Take animal sacrifice. King Dasharatha, Rama's father, performed the Ashvamedha (horse sacrifice). The Manusmrti 5.39-40 says the Self-existent created animals for sacrifice, and that animals offered in sacrifice are reborn into higher existences. The Vaishnava tradition adds that the animal is whispered to: "by this sacrifice you will immediately get a human birth." This is not a polemic invention. It is in the texts.

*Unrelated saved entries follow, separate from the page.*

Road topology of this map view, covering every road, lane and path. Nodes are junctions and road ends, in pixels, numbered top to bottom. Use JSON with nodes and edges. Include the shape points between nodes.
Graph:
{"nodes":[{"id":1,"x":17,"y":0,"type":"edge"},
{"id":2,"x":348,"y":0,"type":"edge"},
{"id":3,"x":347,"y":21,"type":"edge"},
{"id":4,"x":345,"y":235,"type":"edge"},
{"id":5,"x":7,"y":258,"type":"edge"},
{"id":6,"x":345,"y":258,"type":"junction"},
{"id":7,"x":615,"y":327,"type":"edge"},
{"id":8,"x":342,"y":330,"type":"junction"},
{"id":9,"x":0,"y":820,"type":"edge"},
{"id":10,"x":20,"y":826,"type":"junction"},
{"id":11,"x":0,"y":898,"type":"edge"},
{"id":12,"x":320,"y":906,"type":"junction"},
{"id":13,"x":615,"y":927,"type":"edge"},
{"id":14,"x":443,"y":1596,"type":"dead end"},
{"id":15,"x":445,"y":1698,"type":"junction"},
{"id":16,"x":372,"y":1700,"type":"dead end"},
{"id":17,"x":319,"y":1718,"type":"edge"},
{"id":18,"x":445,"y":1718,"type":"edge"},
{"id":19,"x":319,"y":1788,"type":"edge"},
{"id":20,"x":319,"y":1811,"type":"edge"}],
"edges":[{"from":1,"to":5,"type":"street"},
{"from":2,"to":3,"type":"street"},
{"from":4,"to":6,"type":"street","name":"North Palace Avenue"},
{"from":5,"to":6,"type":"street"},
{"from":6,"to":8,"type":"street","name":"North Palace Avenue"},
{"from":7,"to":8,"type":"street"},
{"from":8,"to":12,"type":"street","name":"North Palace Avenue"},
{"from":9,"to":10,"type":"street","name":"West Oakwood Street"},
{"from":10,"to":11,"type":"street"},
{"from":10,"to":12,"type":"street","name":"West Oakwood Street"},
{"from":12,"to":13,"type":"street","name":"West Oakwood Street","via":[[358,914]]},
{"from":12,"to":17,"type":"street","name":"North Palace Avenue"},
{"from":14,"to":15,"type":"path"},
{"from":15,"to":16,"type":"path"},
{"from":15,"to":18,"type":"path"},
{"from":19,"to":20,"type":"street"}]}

The pattern is the same everywhere. A troubling passage appears. One or more of these filters is applied:
- This was for an earlier age.
- This applies to people in
tamas(the mode of ignorance), not the highest teaching. - You need a
guru(spiritual teacher in an unbroken lineage) to interpret this correctly. - This school reads it differently.
- The
Gitaoverrides this, because it is the "cream of the Upanishads."
Filter five is particularly interesting. The Gita-mahatmya 6 (a devotional text praising the Gita) says: "All the Upanishads are the cows, the milker is Krishna, Arjuna is the calf, the wise are the drinkers, the great nectar of the Gita is the milk." This is used to say the Gita clarifies and trumps ambiguous Upanishadic passages. But the Gita is supposed to be the distilled essence of those Upanishads. If the cream can override the cow, what is the cream actually made of? The hierarchy is circular: the Gita depends on the Upanishads for its authority, yet it can also overrule them.

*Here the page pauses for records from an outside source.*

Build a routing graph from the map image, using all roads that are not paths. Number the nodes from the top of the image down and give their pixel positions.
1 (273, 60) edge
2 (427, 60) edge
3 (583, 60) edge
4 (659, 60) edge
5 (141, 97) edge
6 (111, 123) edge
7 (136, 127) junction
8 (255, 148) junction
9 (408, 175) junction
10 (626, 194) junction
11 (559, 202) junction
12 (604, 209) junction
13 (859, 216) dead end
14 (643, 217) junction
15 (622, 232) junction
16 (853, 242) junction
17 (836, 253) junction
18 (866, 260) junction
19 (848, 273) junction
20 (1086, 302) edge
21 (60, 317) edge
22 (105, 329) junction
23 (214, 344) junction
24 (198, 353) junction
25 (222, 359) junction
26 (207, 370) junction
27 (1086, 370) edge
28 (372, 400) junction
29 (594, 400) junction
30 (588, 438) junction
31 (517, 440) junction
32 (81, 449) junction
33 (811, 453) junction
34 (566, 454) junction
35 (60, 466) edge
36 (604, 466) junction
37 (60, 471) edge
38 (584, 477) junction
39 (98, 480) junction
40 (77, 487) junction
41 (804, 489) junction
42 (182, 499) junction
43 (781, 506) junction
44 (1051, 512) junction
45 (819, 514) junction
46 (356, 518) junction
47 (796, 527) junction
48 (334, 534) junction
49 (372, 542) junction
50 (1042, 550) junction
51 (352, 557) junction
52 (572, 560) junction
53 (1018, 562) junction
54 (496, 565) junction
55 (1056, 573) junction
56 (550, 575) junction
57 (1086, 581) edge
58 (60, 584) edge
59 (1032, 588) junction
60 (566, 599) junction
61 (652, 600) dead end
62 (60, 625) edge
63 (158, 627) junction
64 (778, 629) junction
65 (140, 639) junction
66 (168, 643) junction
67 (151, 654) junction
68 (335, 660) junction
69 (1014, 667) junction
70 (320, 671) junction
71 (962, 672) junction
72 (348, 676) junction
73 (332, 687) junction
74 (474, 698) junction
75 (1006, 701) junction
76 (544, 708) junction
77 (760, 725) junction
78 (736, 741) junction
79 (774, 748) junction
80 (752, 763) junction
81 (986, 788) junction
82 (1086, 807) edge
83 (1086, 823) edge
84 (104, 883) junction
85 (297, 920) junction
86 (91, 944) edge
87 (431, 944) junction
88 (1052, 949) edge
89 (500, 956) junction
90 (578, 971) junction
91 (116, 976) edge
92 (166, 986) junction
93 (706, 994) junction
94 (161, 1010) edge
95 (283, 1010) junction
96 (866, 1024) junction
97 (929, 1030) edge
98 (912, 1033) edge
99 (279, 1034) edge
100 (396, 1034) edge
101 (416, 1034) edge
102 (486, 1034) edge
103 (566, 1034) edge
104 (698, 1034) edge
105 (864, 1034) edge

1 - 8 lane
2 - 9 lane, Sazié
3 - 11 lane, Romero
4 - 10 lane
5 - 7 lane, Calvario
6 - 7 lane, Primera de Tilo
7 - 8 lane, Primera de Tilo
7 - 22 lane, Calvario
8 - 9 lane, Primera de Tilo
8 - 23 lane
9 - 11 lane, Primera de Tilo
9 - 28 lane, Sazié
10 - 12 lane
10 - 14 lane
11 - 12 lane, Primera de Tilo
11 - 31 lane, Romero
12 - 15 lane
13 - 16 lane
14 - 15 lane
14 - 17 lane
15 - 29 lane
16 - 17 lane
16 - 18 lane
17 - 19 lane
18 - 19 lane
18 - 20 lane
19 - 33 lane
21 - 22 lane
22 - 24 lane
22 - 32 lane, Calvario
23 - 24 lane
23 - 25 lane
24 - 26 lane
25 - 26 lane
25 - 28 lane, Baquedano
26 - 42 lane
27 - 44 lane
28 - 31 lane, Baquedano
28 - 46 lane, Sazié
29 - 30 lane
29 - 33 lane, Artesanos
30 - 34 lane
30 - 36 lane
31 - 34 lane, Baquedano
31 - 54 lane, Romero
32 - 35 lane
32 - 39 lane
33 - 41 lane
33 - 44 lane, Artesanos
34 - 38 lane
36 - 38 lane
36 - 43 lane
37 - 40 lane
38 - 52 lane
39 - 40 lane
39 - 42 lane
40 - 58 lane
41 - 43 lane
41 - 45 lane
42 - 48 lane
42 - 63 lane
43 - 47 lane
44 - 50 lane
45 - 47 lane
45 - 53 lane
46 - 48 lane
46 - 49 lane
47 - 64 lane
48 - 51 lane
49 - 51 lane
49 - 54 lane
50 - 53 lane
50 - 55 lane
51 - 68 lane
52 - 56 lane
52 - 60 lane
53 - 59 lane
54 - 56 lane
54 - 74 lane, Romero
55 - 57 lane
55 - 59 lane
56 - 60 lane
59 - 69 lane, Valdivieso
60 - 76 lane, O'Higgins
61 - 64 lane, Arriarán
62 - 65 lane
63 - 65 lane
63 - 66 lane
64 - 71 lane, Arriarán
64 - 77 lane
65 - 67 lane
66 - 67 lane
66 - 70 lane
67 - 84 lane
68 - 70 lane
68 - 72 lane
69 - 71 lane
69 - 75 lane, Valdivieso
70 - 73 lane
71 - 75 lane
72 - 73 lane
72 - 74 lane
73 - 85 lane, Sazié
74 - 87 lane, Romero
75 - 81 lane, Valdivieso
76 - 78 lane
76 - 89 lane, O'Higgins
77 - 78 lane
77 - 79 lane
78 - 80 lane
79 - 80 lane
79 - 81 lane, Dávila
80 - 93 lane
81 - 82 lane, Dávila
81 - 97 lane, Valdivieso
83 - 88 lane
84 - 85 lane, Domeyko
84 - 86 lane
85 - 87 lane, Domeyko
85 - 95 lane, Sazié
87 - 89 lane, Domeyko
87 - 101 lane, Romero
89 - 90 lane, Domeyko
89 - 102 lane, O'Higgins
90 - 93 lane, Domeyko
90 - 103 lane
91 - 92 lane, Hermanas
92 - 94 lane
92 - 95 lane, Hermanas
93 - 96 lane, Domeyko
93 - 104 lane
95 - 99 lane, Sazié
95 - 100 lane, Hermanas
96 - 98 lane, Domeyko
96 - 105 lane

Each person picks whichever text supports the position they already hold, and the hierarchy shifts to match. That is the deeper problem. It is not that Hindu texts contain difficult material — every religion has difficult passages. It is that Hinduism lacks a single, agreed-upon method for resolving contradictions between texts. In Islam, the Quran is primary, hadith secondary, and scholarly consensus (ijma) tertiary. In Christianity, creeds and councils settled major disputes. In Hinduism, you can reject one text because another text says something different, and your choice of which text to favour depends on your school, your guru, your sect, or your personal inclination. That is not a stable foundation for a universal truth claim.